ONE MOUTH. ONE NOSE. ONE
MORE TIME UNTIL I GO.
TWO HEARTS WE ROCK THE BABY
TO SLEEP BABY SLEEP.”

HECKLER ONE
Must be on drugs or alcohol. He’s up there talking to himself.

HECKLER TWO
Where are the police when you need them?

HECKLER THREE
Somebody go help him.

JUSTICE
My father left us to catch a gig in some city on the blues trail.

STORY HELPER
Before he left, he cut your cord with a guitar string.
It was an “E” string to be exact.

JUSTICE
And then he was gone.
My daddy hero was
a disappearance act
in my growing up book.

STORY HELPER
Your mother...

JUSTICE
Don’t mention her
or I’ll go now.

(He edges to the edge.)

STORY HELPER
Jump, and you are trash on the street.
You don’t get free.

JUSTICE
That’s too heavy, ma'am, to believe.

STORY HELPER
Call me “Story Helper” or VNICV (Oh-nay-juh)
for short.

JUSTICE
Mrs.
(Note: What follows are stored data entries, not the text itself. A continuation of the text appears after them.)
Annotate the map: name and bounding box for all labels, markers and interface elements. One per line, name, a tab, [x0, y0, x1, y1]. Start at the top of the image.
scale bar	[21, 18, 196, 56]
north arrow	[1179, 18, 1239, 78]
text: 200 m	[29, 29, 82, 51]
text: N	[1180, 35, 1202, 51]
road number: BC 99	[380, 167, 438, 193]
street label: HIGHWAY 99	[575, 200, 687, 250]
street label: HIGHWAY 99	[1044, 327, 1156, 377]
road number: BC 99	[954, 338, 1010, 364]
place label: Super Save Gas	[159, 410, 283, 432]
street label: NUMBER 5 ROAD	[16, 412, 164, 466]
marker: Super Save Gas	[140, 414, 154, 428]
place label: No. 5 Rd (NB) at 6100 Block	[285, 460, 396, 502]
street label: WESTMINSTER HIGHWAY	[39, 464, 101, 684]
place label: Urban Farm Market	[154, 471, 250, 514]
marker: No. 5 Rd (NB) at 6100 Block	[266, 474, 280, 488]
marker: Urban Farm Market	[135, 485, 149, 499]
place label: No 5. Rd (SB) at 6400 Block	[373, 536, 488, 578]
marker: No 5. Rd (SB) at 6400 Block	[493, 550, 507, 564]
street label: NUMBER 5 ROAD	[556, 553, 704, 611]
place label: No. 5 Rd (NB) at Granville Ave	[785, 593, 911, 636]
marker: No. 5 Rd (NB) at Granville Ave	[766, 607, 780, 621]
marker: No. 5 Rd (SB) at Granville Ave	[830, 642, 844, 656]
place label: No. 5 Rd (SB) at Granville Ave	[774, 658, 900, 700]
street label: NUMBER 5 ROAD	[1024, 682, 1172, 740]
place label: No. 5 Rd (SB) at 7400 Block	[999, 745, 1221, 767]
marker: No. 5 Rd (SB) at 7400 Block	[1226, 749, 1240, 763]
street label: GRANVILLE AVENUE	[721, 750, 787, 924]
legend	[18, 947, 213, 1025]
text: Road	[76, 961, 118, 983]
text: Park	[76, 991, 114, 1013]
Vnicv,
I will either fly to the Milky Way
and see all of my dead Mvskoke relatives,
or if I am to believe the Christians who run this town
I will be greeted by a White Man God
in a red fire suit
who will punish me by pitching me to hell
for the egregious sin of suicide.
(thinks, then laughs)

STORY HELPER
What’s funny, grandson?

JUSTICE
Funny, for our people fire
is a beneficent helper.

STORY HELPER
You have it all figured out then?

JUSTICE
No. I thought I did.
I thought I was a poet.
I was speaking justice, to save the world
with words and music.
No one heard.
No one got it…
But Janey.

 

STORY HELPER
Right now, your story appears to end tragically.
Yet another teenage suicide.
Epidemic these years, I believe
with our young native men and women…

STOMP DANCE CALLER BARELY AUDIBLE

JUSTICE
Can you hear that music?  I feel my grandfather close by.

STORY HELPER
I hear your story making a noisy effort against a heavy moment of time.

CREEK HYMN BARELY AUDIBLE (acts as a response of sorts)

JUSTICE
And my grandmother’s favorite Creek hymn.

STORYTELLER
Rest here for a moment, grandson. There is plenty of time for playing with death.
Tell me about the music. Tell me about Janey.